ASSIGNMENT: The word "徳島自動車道" may appear in lines of the data below. Say how many lines hold it, giving only the number.

==========

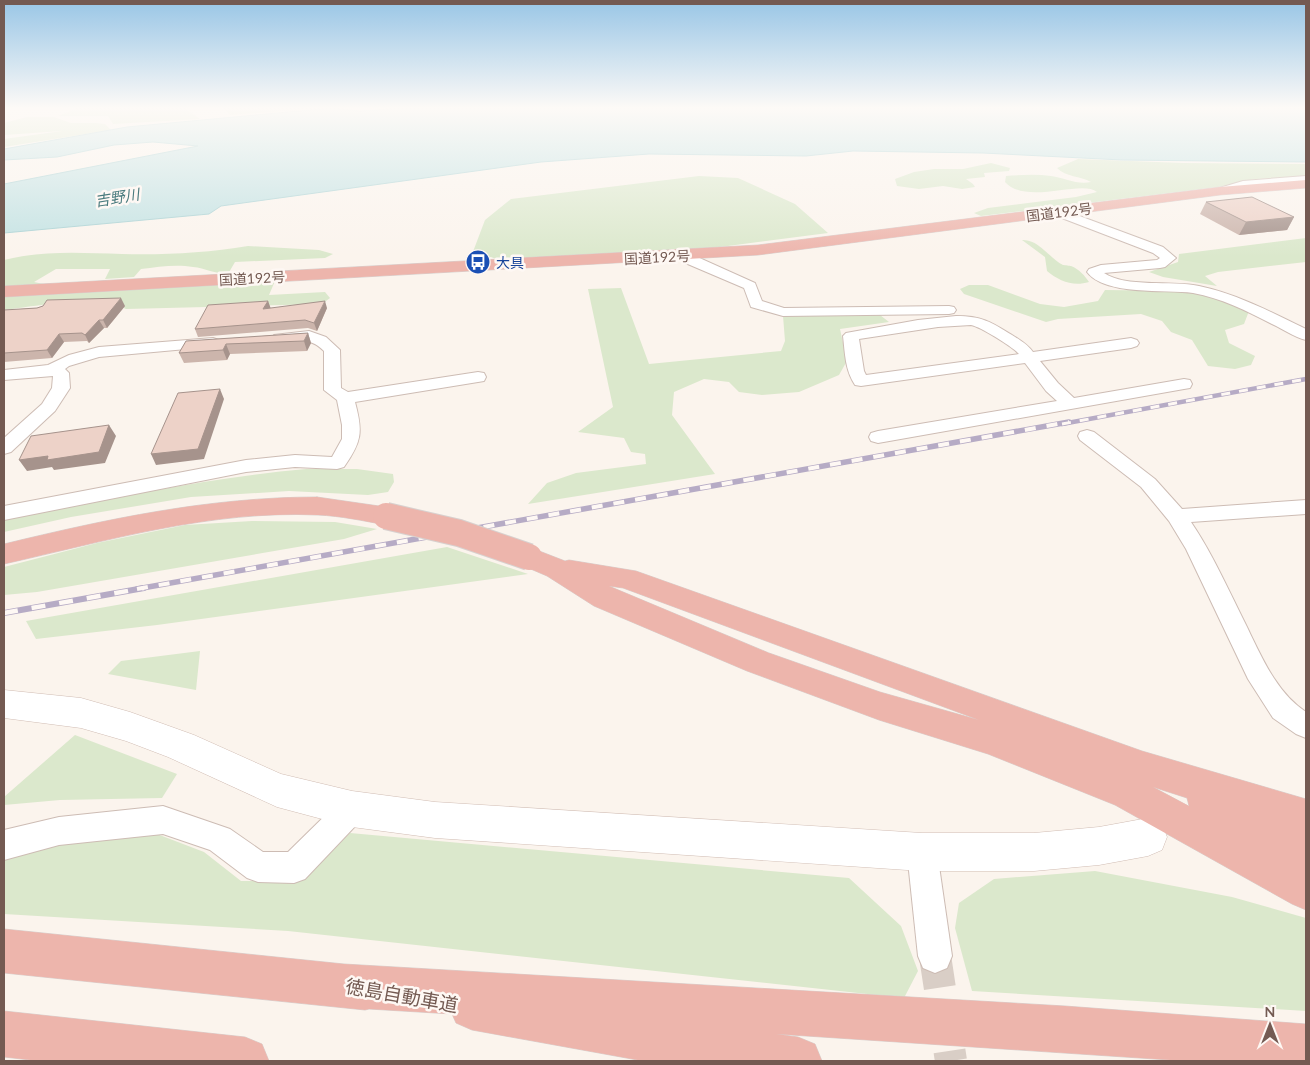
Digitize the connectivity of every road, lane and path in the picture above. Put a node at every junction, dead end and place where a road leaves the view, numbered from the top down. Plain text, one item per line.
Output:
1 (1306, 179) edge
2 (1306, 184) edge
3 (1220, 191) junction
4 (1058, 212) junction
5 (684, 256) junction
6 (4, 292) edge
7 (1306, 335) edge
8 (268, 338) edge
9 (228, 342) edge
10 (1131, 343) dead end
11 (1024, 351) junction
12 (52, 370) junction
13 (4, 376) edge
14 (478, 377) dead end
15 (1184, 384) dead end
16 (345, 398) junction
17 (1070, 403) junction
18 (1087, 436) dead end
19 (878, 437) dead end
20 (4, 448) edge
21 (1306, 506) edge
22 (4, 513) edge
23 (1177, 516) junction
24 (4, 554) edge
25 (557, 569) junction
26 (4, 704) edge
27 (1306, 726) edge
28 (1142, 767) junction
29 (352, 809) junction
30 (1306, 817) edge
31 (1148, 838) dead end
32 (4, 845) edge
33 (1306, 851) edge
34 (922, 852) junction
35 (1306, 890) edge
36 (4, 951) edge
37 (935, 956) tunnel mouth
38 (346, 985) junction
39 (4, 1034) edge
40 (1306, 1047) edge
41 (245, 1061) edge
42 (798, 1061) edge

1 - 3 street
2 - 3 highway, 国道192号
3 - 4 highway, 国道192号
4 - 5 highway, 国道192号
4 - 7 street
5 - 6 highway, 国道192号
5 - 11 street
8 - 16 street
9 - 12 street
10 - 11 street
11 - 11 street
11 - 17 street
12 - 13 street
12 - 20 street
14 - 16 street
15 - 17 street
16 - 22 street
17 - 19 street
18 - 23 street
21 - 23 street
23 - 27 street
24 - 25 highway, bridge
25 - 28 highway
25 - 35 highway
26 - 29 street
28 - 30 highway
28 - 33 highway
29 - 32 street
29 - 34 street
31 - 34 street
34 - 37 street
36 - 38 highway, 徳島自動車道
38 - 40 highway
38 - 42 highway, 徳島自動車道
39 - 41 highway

==========

OUTPUT OF THE TASK: 2